As a matter of fact, your truck should have ABS, unless you've disabled it...it should be kicking when the rear locks.

I've dealt with a similar problem on my truck (too much rear brake), and personally I would avoid driving yours if it's locking the rear during panic stops.

A note about pad material...

If you have DD pads, low speed, non-aggressive, whatever you want to call them...they are working mostly by abrasion. They do not require much, if any, heat to be effective...and heat will cause them to be ineffective and a pain in the ***.

If you have "race" pads, they are working mostly by adhesion, and they require heat to work well. At cooler temperatures on the street, your stopping distance may increase because you must press harder to generate enough heat and pressure to activate the cold brakes.

Know the difference!
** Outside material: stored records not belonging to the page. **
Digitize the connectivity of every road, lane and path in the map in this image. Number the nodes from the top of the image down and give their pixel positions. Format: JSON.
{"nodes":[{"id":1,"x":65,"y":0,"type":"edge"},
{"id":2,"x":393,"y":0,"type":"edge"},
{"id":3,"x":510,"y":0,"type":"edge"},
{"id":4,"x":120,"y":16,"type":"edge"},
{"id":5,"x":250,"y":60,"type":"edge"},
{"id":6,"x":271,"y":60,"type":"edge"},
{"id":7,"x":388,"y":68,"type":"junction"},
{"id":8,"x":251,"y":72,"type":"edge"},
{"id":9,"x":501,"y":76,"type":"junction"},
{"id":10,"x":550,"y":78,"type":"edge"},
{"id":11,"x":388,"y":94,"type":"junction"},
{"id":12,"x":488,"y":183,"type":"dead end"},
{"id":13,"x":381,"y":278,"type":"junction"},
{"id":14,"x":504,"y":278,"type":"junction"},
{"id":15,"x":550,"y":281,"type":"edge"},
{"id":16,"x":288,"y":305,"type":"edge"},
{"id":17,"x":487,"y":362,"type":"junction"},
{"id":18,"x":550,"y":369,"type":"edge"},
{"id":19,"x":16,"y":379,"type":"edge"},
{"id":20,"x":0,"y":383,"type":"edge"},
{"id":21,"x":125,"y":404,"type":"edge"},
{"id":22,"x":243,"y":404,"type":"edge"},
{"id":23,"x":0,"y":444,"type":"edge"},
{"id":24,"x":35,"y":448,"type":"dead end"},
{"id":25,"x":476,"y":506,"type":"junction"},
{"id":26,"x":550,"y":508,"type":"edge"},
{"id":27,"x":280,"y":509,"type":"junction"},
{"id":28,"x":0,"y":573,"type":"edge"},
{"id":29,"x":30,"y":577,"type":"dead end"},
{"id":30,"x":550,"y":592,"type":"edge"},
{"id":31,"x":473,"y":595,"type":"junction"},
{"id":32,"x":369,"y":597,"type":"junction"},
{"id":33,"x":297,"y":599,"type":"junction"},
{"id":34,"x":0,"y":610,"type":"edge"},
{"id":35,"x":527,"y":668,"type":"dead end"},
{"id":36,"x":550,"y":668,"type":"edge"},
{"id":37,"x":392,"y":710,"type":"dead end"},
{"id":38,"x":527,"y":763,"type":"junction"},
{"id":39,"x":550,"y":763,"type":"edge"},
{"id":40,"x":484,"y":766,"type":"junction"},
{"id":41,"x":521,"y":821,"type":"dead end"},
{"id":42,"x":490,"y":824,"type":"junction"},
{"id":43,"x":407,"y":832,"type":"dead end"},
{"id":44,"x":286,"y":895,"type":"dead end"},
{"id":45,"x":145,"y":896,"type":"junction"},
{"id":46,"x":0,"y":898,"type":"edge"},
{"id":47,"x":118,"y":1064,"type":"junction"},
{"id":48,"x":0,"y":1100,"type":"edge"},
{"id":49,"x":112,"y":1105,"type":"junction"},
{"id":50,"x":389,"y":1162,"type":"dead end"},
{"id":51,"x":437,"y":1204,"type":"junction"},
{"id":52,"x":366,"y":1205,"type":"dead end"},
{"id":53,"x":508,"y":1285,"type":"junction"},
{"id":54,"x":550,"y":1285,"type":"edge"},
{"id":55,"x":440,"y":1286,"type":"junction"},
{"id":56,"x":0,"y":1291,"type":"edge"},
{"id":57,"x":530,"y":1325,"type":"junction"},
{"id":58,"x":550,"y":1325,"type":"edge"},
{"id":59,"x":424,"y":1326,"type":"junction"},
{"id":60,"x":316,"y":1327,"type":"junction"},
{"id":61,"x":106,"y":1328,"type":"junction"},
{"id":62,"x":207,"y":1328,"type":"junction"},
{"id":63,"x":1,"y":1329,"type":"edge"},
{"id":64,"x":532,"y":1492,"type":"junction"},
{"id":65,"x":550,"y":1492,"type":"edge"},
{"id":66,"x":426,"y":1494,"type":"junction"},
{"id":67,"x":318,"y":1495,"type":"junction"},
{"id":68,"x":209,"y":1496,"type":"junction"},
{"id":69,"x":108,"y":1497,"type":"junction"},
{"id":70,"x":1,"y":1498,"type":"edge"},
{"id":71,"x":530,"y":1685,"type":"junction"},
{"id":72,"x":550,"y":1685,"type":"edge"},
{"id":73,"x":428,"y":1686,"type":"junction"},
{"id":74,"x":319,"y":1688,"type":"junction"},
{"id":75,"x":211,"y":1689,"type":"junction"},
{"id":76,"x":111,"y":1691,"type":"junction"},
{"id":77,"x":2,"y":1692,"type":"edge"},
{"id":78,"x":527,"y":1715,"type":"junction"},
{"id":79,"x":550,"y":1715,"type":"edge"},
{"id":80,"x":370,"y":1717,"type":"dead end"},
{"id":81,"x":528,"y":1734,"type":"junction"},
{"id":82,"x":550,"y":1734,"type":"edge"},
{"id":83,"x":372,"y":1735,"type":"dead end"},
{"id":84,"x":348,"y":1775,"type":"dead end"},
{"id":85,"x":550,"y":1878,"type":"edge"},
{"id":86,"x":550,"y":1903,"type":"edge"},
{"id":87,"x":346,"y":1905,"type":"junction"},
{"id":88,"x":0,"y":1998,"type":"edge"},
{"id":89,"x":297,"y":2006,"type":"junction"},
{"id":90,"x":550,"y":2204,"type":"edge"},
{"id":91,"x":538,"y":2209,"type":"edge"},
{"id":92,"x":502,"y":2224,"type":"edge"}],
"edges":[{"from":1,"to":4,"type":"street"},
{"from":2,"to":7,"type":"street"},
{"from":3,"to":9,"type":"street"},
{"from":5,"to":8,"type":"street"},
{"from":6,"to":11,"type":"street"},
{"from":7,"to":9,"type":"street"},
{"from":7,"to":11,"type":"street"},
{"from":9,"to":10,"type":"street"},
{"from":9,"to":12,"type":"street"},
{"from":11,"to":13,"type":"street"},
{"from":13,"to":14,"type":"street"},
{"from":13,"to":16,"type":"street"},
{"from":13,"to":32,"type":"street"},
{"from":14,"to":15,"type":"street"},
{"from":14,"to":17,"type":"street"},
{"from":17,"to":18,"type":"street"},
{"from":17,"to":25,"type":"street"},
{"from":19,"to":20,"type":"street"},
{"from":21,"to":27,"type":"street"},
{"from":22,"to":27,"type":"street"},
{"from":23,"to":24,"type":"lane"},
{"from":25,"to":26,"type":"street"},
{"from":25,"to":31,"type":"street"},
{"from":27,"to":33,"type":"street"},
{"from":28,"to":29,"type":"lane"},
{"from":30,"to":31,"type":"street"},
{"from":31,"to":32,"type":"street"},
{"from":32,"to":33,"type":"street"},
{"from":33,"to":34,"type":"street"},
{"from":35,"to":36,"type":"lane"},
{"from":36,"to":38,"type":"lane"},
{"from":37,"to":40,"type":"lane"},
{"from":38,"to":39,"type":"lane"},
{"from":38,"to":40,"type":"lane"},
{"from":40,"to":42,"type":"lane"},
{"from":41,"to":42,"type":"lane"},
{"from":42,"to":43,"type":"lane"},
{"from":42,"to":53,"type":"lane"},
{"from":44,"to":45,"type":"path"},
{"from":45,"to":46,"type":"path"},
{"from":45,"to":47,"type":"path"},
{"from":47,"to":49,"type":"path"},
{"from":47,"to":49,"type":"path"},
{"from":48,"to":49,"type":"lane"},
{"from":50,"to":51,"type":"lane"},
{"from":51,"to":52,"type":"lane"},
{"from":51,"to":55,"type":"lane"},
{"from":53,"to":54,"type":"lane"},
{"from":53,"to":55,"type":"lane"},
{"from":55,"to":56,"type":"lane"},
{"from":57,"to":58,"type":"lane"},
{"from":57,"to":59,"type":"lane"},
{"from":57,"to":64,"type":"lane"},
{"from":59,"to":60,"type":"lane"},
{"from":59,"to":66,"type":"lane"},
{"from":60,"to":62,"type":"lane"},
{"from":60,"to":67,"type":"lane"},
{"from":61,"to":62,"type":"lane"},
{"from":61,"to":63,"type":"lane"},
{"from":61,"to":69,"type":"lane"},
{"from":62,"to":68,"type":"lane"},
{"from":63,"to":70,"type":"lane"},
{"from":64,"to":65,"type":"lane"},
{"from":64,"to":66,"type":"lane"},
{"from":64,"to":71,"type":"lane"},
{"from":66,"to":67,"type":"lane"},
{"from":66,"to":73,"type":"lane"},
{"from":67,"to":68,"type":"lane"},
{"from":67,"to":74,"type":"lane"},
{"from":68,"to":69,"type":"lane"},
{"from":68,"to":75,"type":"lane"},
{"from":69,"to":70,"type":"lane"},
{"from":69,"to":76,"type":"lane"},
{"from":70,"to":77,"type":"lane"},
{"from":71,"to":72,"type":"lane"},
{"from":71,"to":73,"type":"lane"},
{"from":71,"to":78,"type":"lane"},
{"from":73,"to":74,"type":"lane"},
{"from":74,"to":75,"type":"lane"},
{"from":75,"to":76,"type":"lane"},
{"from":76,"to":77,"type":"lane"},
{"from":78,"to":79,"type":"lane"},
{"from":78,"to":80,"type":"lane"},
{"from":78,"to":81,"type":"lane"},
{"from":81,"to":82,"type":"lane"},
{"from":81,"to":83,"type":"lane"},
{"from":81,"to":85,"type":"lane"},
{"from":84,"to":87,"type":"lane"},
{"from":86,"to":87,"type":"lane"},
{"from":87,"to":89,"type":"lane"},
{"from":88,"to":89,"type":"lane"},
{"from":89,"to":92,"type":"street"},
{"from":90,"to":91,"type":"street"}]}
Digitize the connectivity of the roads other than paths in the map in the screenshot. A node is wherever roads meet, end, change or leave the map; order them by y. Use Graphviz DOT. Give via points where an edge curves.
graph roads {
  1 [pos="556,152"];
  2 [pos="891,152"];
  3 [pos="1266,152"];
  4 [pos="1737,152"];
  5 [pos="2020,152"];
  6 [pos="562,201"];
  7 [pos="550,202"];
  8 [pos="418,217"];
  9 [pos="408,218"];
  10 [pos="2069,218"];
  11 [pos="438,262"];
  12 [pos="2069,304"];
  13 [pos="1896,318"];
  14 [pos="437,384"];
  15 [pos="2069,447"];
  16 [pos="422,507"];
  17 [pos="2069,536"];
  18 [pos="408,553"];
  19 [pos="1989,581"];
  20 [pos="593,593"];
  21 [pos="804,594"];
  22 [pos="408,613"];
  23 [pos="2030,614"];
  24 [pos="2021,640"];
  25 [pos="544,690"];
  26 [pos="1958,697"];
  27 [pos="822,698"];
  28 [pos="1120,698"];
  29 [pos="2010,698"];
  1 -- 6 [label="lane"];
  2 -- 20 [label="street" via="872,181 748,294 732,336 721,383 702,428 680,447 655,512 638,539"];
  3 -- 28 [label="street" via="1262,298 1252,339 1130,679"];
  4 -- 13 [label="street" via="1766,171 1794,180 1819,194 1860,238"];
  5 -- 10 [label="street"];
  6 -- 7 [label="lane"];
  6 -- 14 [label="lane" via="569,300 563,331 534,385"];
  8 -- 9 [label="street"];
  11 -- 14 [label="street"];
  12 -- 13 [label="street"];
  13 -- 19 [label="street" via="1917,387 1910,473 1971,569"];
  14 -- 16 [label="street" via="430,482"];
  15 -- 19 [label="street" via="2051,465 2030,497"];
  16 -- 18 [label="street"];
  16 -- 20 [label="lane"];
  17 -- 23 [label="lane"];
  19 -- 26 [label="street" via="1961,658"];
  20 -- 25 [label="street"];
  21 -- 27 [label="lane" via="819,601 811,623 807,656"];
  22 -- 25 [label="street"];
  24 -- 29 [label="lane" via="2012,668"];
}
And know what YOU need, on YOUR track, YOUR street, etc...because if you are upgrading to race pads with the idea that you're going to be making shorter panic stops to avoid the proverbial busload of nuns, then you are very soon going to have a very high insurance rate.

What you have now (Gorilla) is probably going to be excellent at the track. Whether it works well on the street will depend on how you drive, and the compound of the pad.

The front brakes are a piece of cake to change. Follow Seattle's instructions. The bolts take 90ft-lbs to seat, and use RED loctite on them. Always bleed the brakes afterward...and incidentally, when the "brake" light is staying on, that means it's time to change the brakes and flush the front lines...don't add fluid, it's not necessary, just leave the bleeder closed, push the pads back, and flush the lines out the front.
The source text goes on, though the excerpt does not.